Benedict mendudukkan dirinya di kursi sebelah ranjang milik istrinya, dia menggenggam erat tangan Vanessa, dia akan terus menjadi penguat bagi istrinya, dan akan selalu disamping nya. Ketiga putranya memberikan ruang untuk ayah mereka, Noah mengantar Arthur ke kamarnya, sementara Rafael pergi keluar untuk menenangkan diri. Rasa yang kerap membuat hatinya tidak tenang, saat ini Rafael dihantui rasa takut, yang menjalar bagaikan akar di hatinya, dia mengerti penjelasan dari dokter kerajaan tadi, sungguh sangat mengerikan, meski hanya dengan membayangkannya saja.
Ini adalah sebuah pertaruhan hidup dan mati, entah siapa yang akan Vanessa pilih, antara dirinya atau anak yang masih dalam kandungannya. Air matanya mengalir di pipinya, sekuat apapun Rafael menahan, tetap saja air itu mengalir, dia menahan suaranya agar tidak keluar, rasanya sangat sesak.
"Bangunlah sayang..... jangan seperti ini, aku tahu kamu sangat kuat, bertahanlah kamu harus tetap bertahan." genggaman tangannya makin erat.

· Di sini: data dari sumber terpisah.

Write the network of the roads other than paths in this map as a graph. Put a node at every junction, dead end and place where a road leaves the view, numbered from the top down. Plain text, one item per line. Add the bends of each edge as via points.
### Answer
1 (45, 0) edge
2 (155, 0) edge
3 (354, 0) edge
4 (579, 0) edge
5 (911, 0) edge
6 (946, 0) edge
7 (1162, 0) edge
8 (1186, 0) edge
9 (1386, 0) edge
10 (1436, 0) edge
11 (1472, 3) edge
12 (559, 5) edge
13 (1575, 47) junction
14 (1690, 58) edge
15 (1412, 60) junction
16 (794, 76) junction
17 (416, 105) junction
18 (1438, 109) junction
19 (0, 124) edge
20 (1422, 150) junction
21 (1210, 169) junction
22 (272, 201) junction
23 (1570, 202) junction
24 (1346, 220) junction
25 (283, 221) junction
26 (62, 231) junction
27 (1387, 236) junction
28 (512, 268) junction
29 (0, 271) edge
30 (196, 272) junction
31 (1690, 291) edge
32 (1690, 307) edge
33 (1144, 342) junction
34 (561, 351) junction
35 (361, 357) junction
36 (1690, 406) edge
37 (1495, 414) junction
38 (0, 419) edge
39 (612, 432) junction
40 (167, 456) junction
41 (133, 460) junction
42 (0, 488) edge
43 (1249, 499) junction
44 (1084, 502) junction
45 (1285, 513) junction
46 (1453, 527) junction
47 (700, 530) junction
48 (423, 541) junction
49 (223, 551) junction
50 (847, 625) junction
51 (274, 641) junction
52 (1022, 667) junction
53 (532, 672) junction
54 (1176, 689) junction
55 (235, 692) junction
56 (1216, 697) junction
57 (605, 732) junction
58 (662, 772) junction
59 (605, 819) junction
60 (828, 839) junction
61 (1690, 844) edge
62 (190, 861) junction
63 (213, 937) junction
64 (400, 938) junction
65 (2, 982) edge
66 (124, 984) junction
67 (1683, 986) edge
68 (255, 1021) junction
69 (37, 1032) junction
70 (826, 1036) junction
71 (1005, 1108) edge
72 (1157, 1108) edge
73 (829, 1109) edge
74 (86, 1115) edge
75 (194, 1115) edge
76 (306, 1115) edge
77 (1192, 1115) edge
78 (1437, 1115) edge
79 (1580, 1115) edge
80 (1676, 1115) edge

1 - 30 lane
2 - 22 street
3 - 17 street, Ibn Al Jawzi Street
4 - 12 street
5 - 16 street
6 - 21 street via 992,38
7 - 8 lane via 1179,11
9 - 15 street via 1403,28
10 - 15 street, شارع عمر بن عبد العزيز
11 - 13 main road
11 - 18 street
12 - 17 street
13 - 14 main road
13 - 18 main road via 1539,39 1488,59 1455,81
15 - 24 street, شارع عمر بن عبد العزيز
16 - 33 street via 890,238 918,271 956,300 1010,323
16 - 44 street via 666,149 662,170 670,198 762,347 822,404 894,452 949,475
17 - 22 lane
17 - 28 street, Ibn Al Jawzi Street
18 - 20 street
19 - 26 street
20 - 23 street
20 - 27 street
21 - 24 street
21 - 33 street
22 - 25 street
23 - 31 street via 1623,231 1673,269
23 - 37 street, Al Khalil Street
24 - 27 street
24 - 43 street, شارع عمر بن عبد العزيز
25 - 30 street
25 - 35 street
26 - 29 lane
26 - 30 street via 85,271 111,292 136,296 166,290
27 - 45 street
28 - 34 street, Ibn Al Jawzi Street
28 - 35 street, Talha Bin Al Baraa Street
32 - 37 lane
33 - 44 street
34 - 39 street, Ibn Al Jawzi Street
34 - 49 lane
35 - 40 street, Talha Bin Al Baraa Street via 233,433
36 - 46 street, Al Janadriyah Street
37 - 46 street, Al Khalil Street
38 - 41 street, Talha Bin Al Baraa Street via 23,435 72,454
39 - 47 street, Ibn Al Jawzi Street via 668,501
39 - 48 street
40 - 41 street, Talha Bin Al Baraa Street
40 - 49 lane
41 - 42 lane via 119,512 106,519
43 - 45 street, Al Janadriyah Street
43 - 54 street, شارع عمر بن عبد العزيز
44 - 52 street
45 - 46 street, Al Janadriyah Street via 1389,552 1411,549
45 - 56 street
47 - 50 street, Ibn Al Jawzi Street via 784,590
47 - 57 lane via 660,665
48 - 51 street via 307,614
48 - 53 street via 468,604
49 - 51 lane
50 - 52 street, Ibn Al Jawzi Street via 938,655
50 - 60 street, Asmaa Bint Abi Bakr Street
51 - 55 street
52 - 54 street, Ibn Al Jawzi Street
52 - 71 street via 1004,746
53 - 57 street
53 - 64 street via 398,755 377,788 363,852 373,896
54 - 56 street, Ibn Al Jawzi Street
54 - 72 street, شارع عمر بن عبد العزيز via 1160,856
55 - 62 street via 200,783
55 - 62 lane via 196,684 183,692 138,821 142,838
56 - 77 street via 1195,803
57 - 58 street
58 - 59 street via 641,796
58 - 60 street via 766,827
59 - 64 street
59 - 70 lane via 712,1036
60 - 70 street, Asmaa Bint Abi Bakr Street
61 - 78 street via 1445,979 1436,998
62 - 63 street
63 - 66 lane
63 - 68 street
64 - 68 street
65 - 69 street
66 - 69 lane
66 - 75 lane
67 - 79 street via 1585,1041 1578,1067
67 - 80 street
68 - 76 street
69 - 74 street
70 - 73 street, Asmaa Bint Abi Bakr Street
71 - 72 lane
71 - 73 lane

Benedict masih terus memohon agar Vanessa mau membuang janinnya, tapi dia tetap kalah dengan tekad kuat seoarang ibu, hingga sampai sembilan bulan Benedict gagal membujuk istrinya, dan alhasil bayi itu akhirnya lahir, dan benar saja bayinya perempuan, lahir dengan selamat dan sangat sehat. Vanessa bahagia dengan lahirnya seorang putri, tapi Benedict sudah tidak bisa melakukan apapun.
Usahanya seorang ibu lah yang membuahkan hasil, jerih payah Vanessa akhirnya bisa dilakukannya dengan sangat baik, tekadnya sangat kuat hingga bayinya terlahir, semua rakyat bahagia mendengar kelahiran putri keempat raja, ketiga putra laki-lakinya juga sangat bahagia, akhirnya mereka memiliki saudara perempuan dan dia hanya satu-satunya yang berjenis kelamin perempuan.
"Mary aku titipkan putriku padamu, jagalah dia dengan baik, aku memercayakan putriku padamu.... " pintanya, karena ratu Vanessa tahu, jika waktunya tidak akan lama, dia akan memperhatikan putrinya dari kejauhan, mungkin Vanessa akan bertahan sampai umur putrinya satu tahun.
Mary mengambil bayi mungil itu dari tangan ratu Vanessa, dia begitu berhati-hati, agar putri tetap aman, keadaan ratu pasti akan memburuk setelah ini, dia pasti akan sering sakit, karena ini adalah resiko terbesar bagi ratu Vanessa.
"Saya berjanji yang mulia ratu, saya akan menjaga putri Licorice dengan baik." Vanessa tersenyum lembut, semoga saja seluruh keluarga kerajaan dan rakyat akan baik-baik saja setelah kepergiannya.
Setelah putri Licorice diberikan pada Mary, keadaan ratu semakin memburuk, pertumbuhan putri Licorice selalu dalam pantauan nya, ratu Vanessa menyuruh seseorang yang pintar dalam menulis dan membaca, untuk menuliskan surat untuk putri Licorice, dia akan mendapatkannya disetiap hari ulang tahunnya.
Dalam setahun ratu Vanessa selalu memperhatikan pertumbuhan putrinya, dia tidak mau menemui putrinya, dia tidak mau bersedih saat pergi meninggalkannya, terkadang dia melihat ketiga putranya bermain dengannya, mereka juga selalu menjenguk ibunda mereka, rasa sakit terus berdenyut di antara jantung dan tetesan air mata ketiganya, sama seperti yang sedang Benedict rasakan, setiap malam dia terus memeluk erat istrinya, berharap hari esok dia masih bernafas, berharap tidak ada yang mengambilnya dari dunia.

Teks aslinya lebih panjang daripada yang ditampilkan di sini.